基于大數據分析的網絡威脅主動防御

楊曉林++邵康++韋紹毅

摘 要

本文主要闡述了在大數據分析平臺的基礎上，為企業建立主動防御化的網絡安全監控、防御平臺，做到可以實時、動態、主動地應對來自網絡的安全威脅。本文通過主動防御的背景、平臺主要架構、每個架構的設計構成以及主動架構的技術依據幾方面介紹主動防御平臺，本文研究的內容已經有較為成熟的構架和方案，可以為企業搭建初步的主動防御安全平臺模型。

【關鍵詞】網絡安全 大數據 主動防御

信息化已經成為當前最重要的資源之一，在影響著社會發展的同時也日益成為國與國之間相互爭奪的重點，信息系統已經成為了各國企事業單位發展國民經濟必須依賴的支撐力量，網絡已經成為國家各企事業單位發展經濟的重要基礎，這使得網絡安全越來越成為國家安全的關鍵環節。在能源電力領域，美國曾利用“震網”蠕蟲病毒攻擊伊朗的鈾濃縮設備，已經造成伊朗核電站推遲發電，目前國內已有近500萬網民、及多個行業的領軍企業遭此病毒攻擊。這使得大部分能源企業對此表示擔心。而在這種網絡威脅的防御方面，目前的解決辦法基本上屬于單純的堆積安全設備，在網絡安全邊界部署防火墻、入侵防御、流量清洗等設備，這樣做只能抵御簡單、常規的網絡攻擊，對于高級黑客攻擊者發起的APT攻擊、利用“零日”漏洞發起的攻擊以及大流量的DDOS攻擊，目前的方案難以解決此類場景。本文將深入研究目前新的網絡攻擊特點，利用前沿的數據處理技術，搭建基于數據的網絡威脅發現、分析平臺，并利用該平臺對新的網絡攻擊進行主動式的攔截和防御。

1 主動防御的主要構架

業務架構從業務角度對集中監測、預警與審計平臺的核心業務進行細化、抽象、歸納、總結，形成整體業務能力視圖，為應用架構和數據架構提供關鍵輸入；應用架構基于業務架構，從集中監測、預警與審計平臺應用功能的角度定義應用功能、應用劃分和應用分布，形成集中監測、預警與審計平臺應用架構視圖；數據架構基于業務架構和應用架構，從集中監測、預警與審計平臺數據支撐的角度對數據分類、數據存儲、數據流轉等方面進行規劃設計；技術架構基于應用架構和數據架構，從平臺技術實現的角度定義集中監測、預警與審計平臺組件、集成關系、部署方式和系統安全防護體系。

2 業務架構

實現對網絡攻擊的主動防御，須對企業所有網絡設備、服務器、現有的安全設備的各方面狀態（包括負載狀態、性能狀態、設備訪問日志、安全日志、網絡流量等）進行深度的實時監控；對監控收集到的數據進行分析，根據分析結果進行預警，最后得到結果并下發策略對網絡攻擊進行主動防御。

3 應用架構

應用架構設計承接業務架構設計內容，根據企業集中安全監測、預警與審計平臺的核心業務的需求，通過對業務需求點的總結、分析和歸納，提煉出對應的功能，形成情報管理、數據采集管理、數據安全分析、資產管理、整體展示、系統管理、告警管理、主動防御的應用架構視圖，為后續數據架構設計提供必要的指導和輸入。

4 數據架構

從數據應用的不同角度對數據進行分類，不同類別的數據在存儲、計算、傳輸時對應不同的要求和技術實現手段。

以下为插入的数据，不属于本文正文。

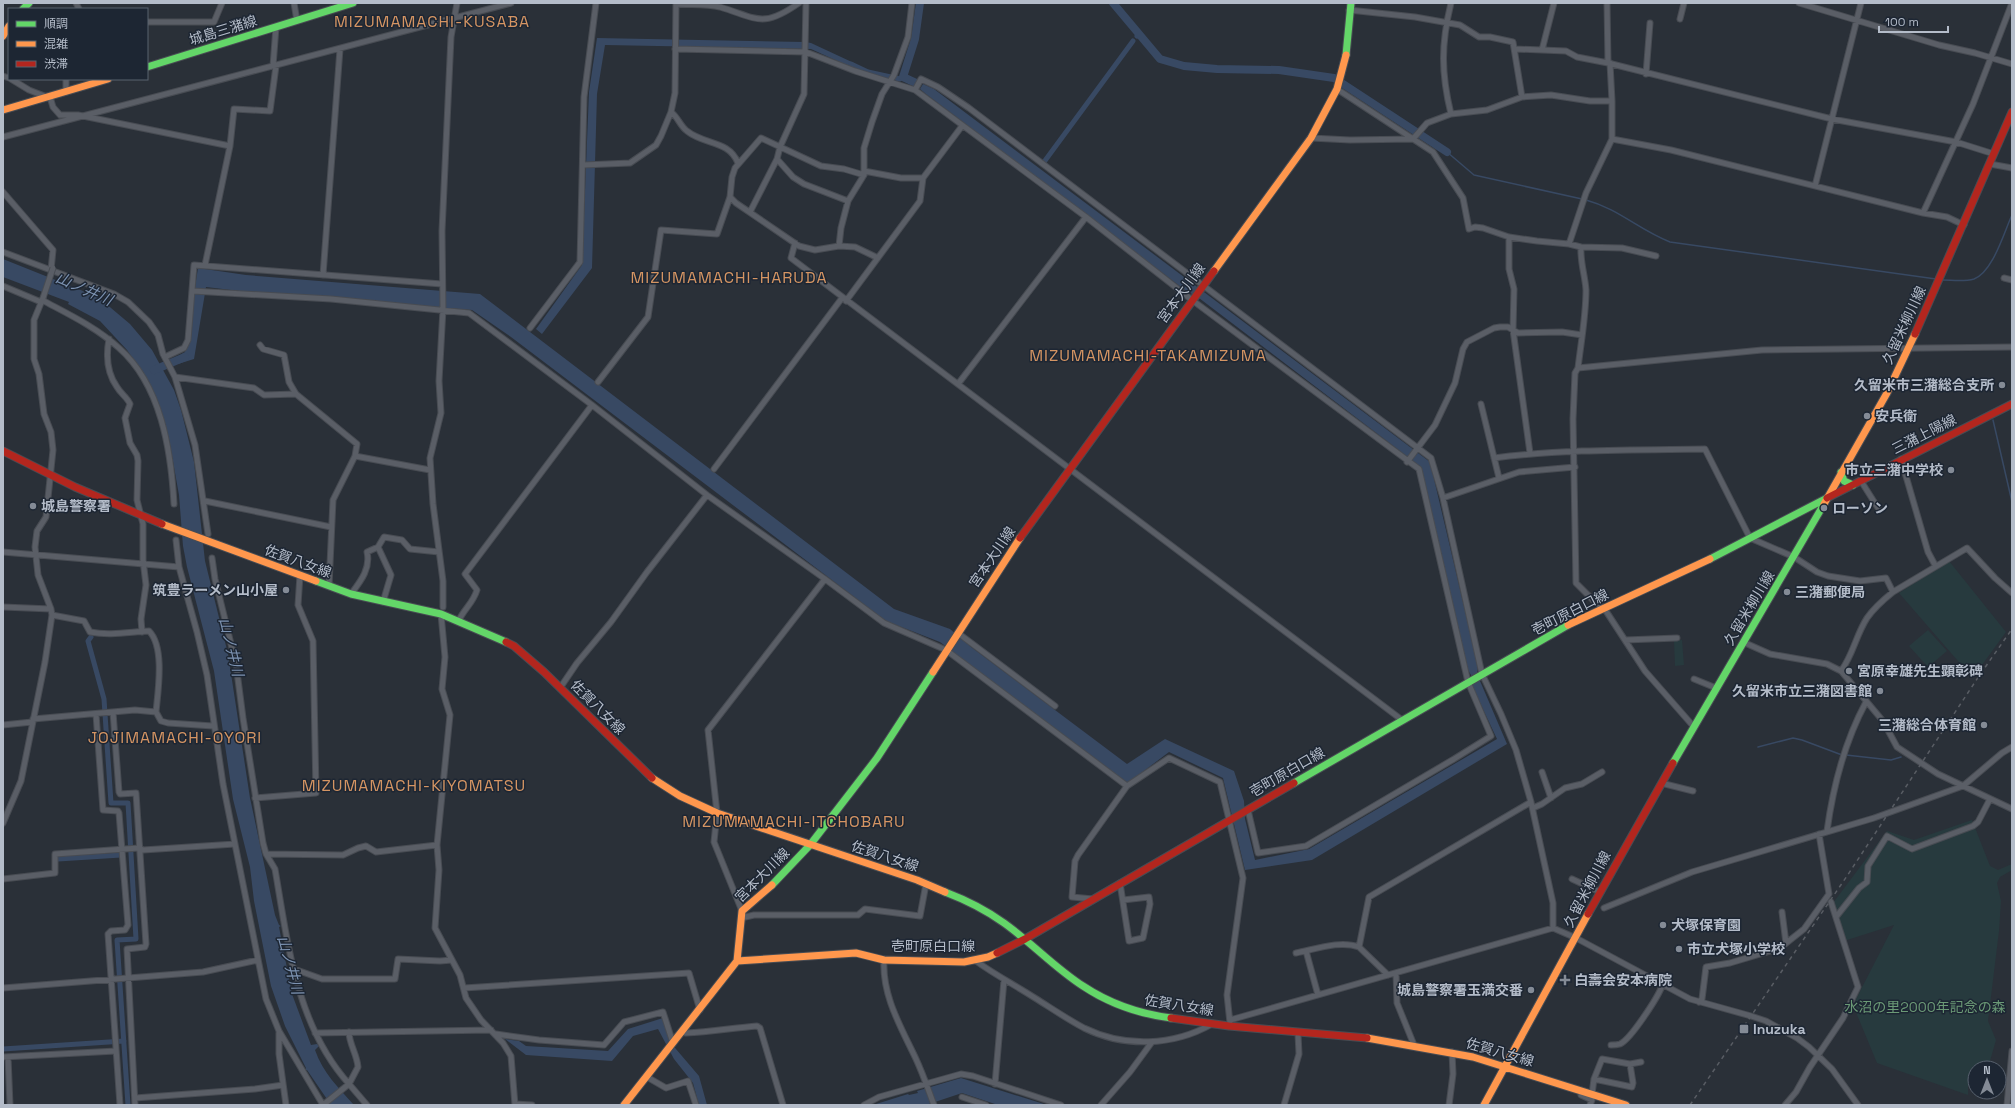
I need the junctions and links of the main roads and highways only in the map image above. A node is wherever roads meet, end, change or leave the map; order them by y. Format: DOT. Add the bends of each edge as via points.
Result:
graph roads {
  1 [pos="353,3"];
  2 [pos="1350,7"];
  3 [pos="148,67"];
  4 [pos="105,80"];
  5 [pos="3,110"];
  6 [pos="2012,112"];
  7 [pos="2012,404"];
  8 [pos="3,451"];
  9 [pos="1841,472"];
  10 [pos="1853,485"];
  11 [pos="1826,498"];
  12 [pos="810,845"];
  13 [pos="1025,939"];
  14 [pos="738,961"];
  15 [pos="1506,1066"];
  16 [pos="624,1105"];
  17 [pos="1484,1105"];
  18 [pos="1626,1105"];
  1 -- 3 [label="main road, 城島三潴線"];
  2 -- 12 [label="main road, 宮本大川線" via="1347,52 1338,87 1311,138 1008,554 898,727"];
  4 -- 5 [label="main road"];
  6 -- 9 [label="main road, 久留米柳川線" via="1909,348 1887,393"];
  7 -- 10 [label="main road, 三潴上陽線"];
  8 -- 12 [label="main road, 佐賀八女線" via="75,487 173,529 208,537 351,594 441,614 496,636 514,646 664,788 693,804"];
  9 -- 10 [label="main road" via="1844,481"];
  9 -- 11 [label="main road, 久留米柳川線"];
  10 -- 11 [label="main road, 三潴上陽線"];
  11 -- 13 [label="main road, 壱町原白口線" via="1750,538 1576,620"];
  11 -- 15 [label="main road, 久留米柳川線" via="1661,783"];
  12 -- 13 [label="main road, 佐賀八女線" via="926,884 967,902 1004,923"];
  12 -- 14 [label="main road, 宮本大川線" via="742,914"];
  13 -- 14 [label="main road, 壱町原白口線" via="976,961 910,962 884,960 856,953"];
  13 -- 15 [label="main road, 佐賀八女線" via="1083,986 1110,1001 1153,1016 1212,1024 1230,1023 1298,1034 1376,1039 1452,1052"];
  14 -- 16 [label="main road"];
  15 -- 17 [label="main road, 久留米柳川線"];
  15 -- 18 [label="main road, 佐賀八女線"];
}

根據一般企業數據分類原則，對數據進行劃分為環境數據、業務數據、流轉數據、非流轉數據。

5 技術架構

5.1 平臺邏輯結構

根據數據的處理過程，主動防御的實現基礎，統計監測預警審計平臺在邏輯層面從下到上分為：數據處理層、數據分析層、展示和業務層三部分。如下圖所示。

5.2 數據采集分析結構

精確的網絡攻擊預測和主動防御依賴于對海量數據進行準確的計算，如圖，主動防御平臺在數據的采集、存儲、分析方面設計了嚴密的邏輯處理流程。

網絡報文、日志數據分別采用netflow、syslog、webservice收集，收集到的數據通過flume或ftpd進行傳輸進入到數據預處理隊列kafka中，對于收集到的文件直接保存到文件存儲PARQUET中。數據隊列中所保存的為原始數據，數據隊列進行本地緩存以便進行后續處理。

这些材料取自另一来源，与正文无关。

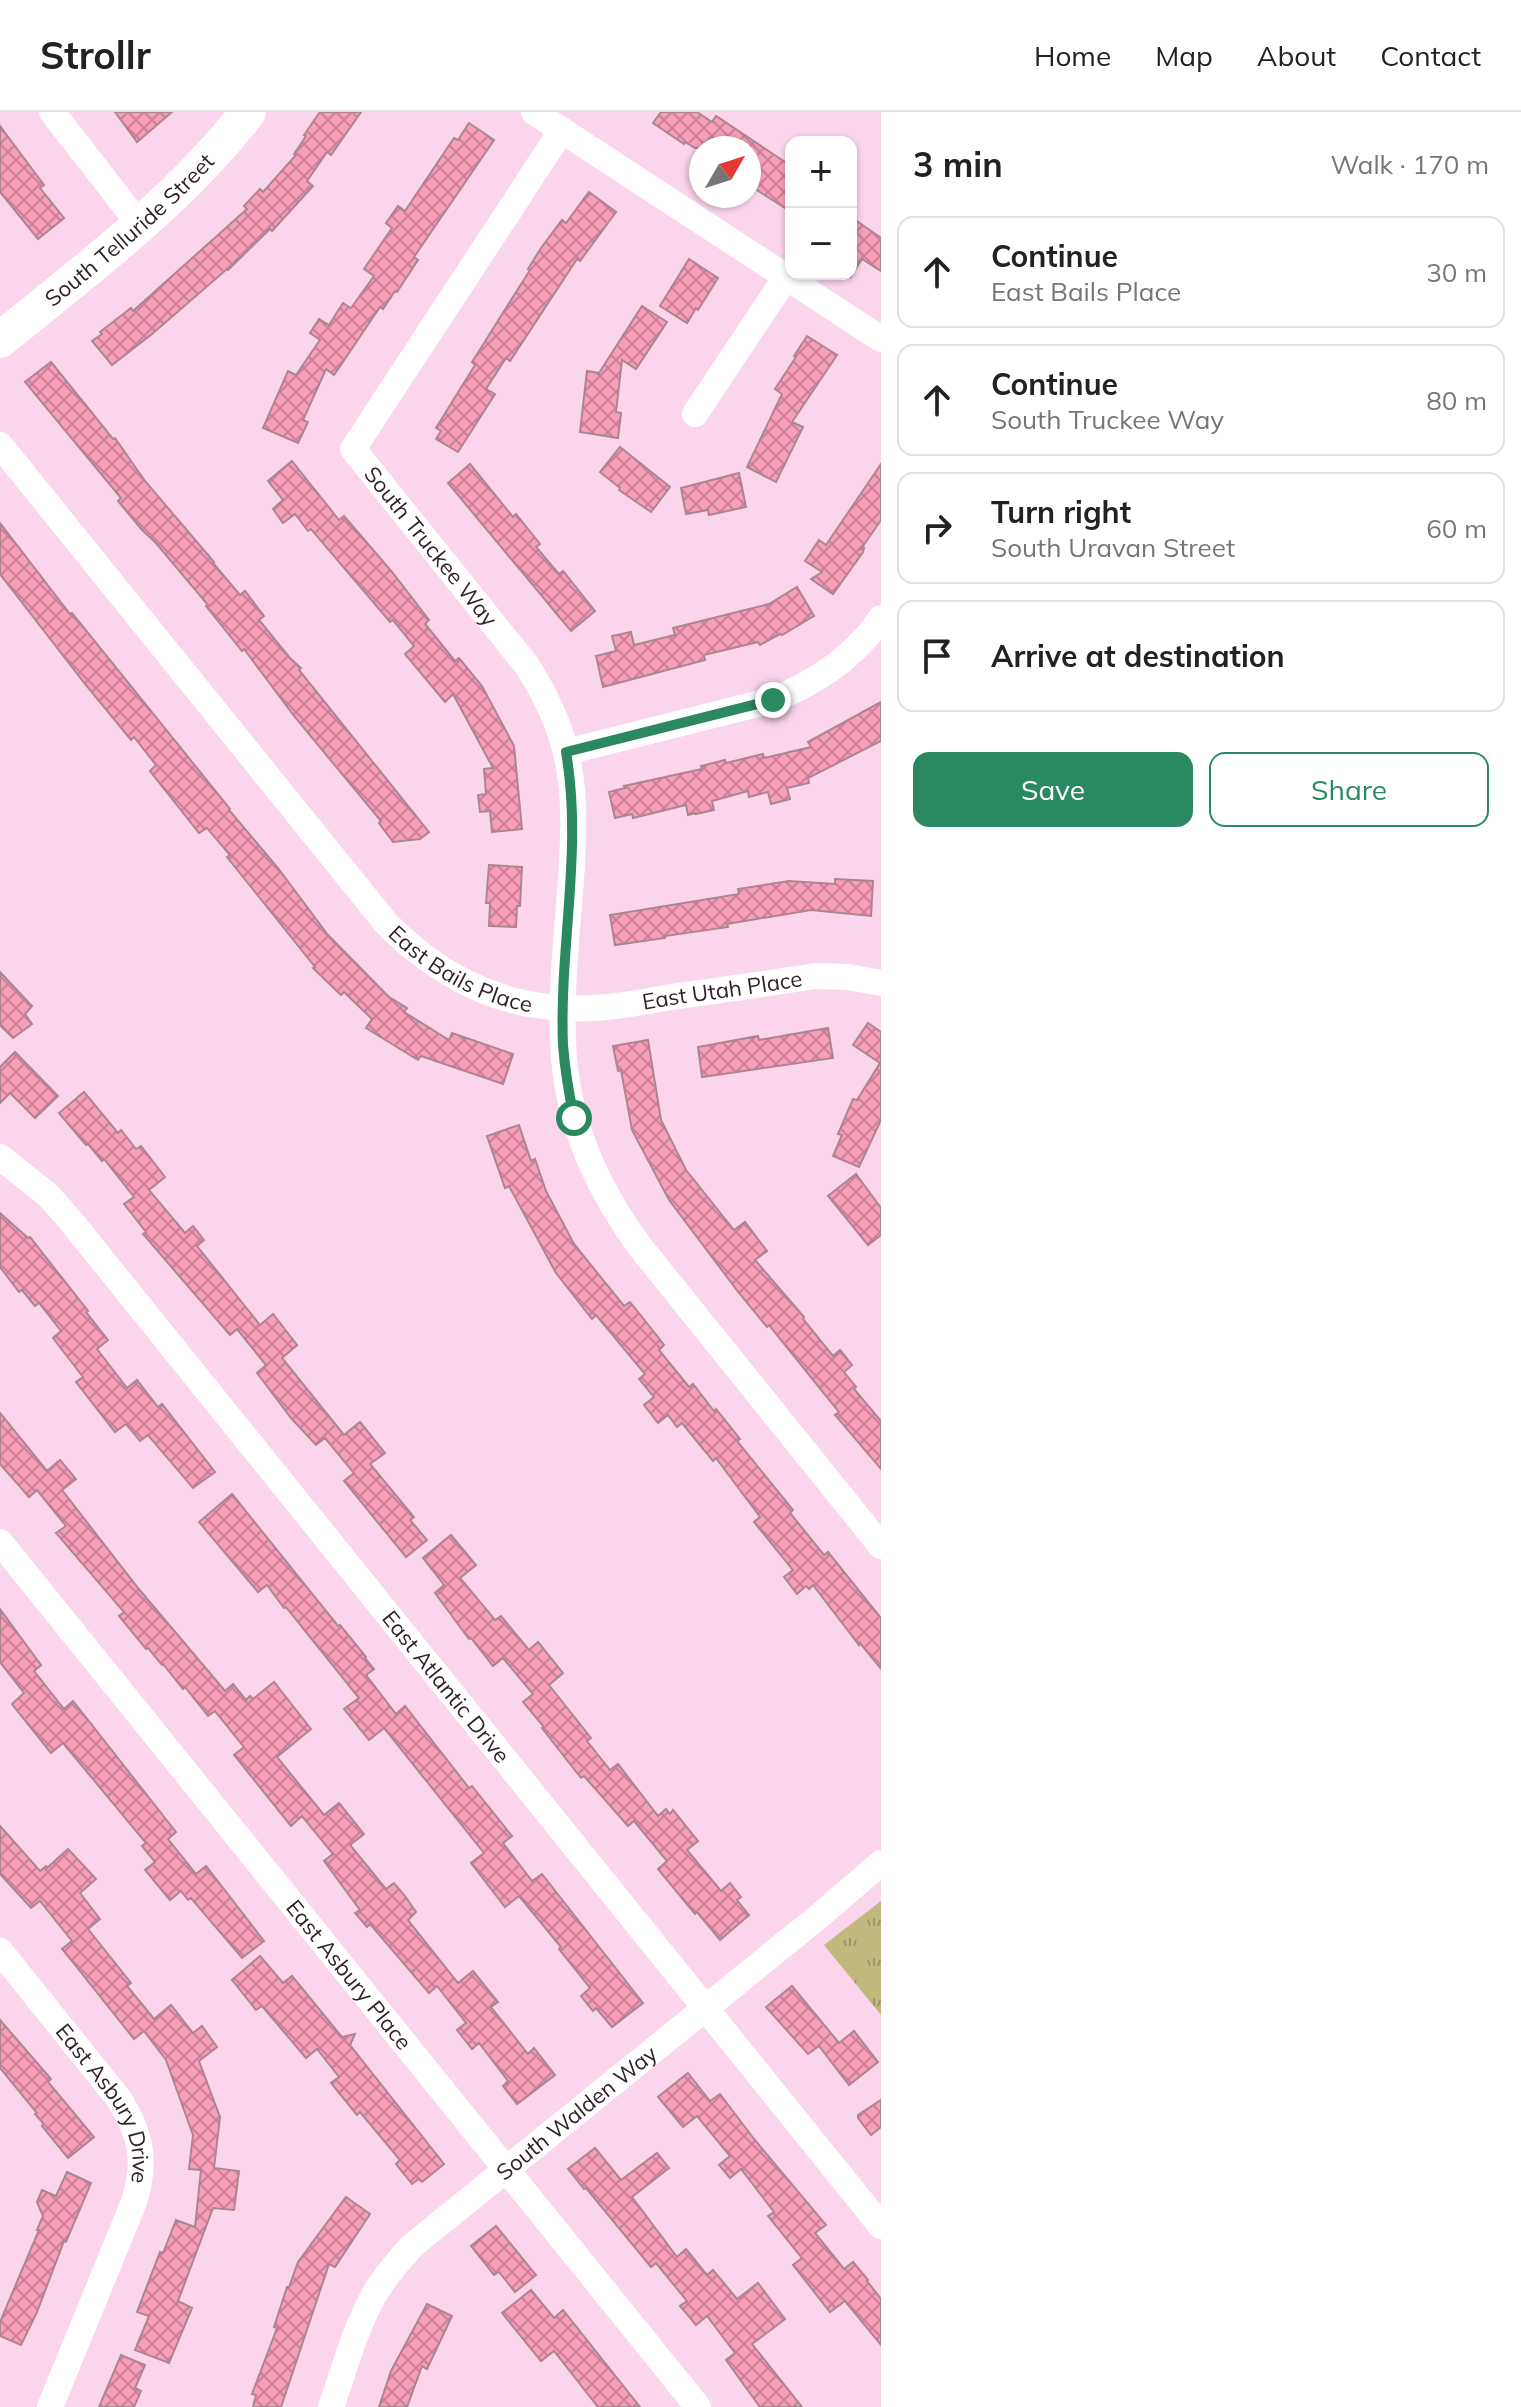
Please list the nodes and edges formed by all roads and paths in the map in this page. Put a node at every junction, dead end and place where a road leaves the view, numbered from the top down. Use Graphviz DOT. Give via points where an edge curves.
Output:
graph roads {
  1 [pos="52,112"];
  2 [pos="248,112"];
  3 [pos="534,112"];
  4 [pos="562,130"];
  5 [pos="140,225"];
  6 [pos="785,276"];
  7 [pos="785,279"];
  8 [pos="791,280"];
  9 [pos="881,339"];
  10 [pos="0,340"];
  11 [pos="695,414"];
  12 [pos="0,445"];
  13 [pos="881,618"];
  14 [pos="566,752"];
  15 [pos="881,983"];
  16 [pos="564,1009"];
  17 [pos="0,1157"];
  18 [pos="0,1542"];
  19 [pos="881,1546"];
  20 [pos="881,1863"];
  21 [pos="0,1951"];
  22 [pos="706,2008"];
  23 [pos="506,2169"];
  24 [pos="881,2226"];
  25 [pos="50,2407"];
  26 [pos="331,2407"];
  27 [pos="698,2407"];
  1 -- 5 [label="street"];
  2 -- 5 [label="street, South Telluride Street"];
  3 -- 4 [label="street"];
  4 -- 6 [label="street"];
  4 -- 14 [label="street, South Truckee Way" via="353,449 528,667"];
  5 -- 10 [label="street, South Telluride Street"];
  7 -- 11 [label="street"];
  8 -- 9 [label="street"];
  12 -- 16 [label="street, East Bails Place" via="396,933 460,981 498,996"];
  13 -- 14 [label="street" via="855,650 802,688"];
  14 -- 16 [label="street, South Truckee Way" via="574,827"];
  15 -- 16 [label="street, East Utah Place" via="816,976"];
  16 -- 19 [label="street, East Bails Place" via="563,1045 574,1118 619,1218"];
  17 -- 22 [label="street, East Atlantic Drive" via="70,1220"];
  18 -- 23 [label="street, East Asbury Place"];
  20 -- 22 [label="street, South Walden Way"];
  21 -- 25 [label="street, East Asbury Drive" via="119,2099 131,2118 141,2154 134,2202"];
  22 -- 23 [label="street, South Walden Way"];
  22 -- 24 [label="street, East Atlantic Drive"];
  23 -- 26 [label="street, South Walden Way" via="391,2269 360,2325"];
  23 -- 27 [label="street, East Asbury Place"];
}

原始數據收集后進入到流計算框架中進行數據處理。在流計算框架中，首先進行數據的解析與轉換，之后對于某些原始數據進行增強，增加某些關鍵數據使其具備更豐富的價值。原始數據經過以上兩部分處理后一方面創建索引，同時進行數據保存，與此同時流計算框架進行實時告警計算。

增強數據的索引保存到Elastic Search中，同時將數據保存到PARQUET中。索引通過查詢的方式進行調用展現。

增強后的數據進入消息隊列中重新返回到流計算框架，此時對該數據進行一定的過濾，使其滿足后續的關聯規則。通過關聯規則實現對數據的分析工作，關聯規則來自于場景模型。關聯分析后的數據保存到相應的數據存儲中進行數據保存，同時對于某些情況觸發相應告警。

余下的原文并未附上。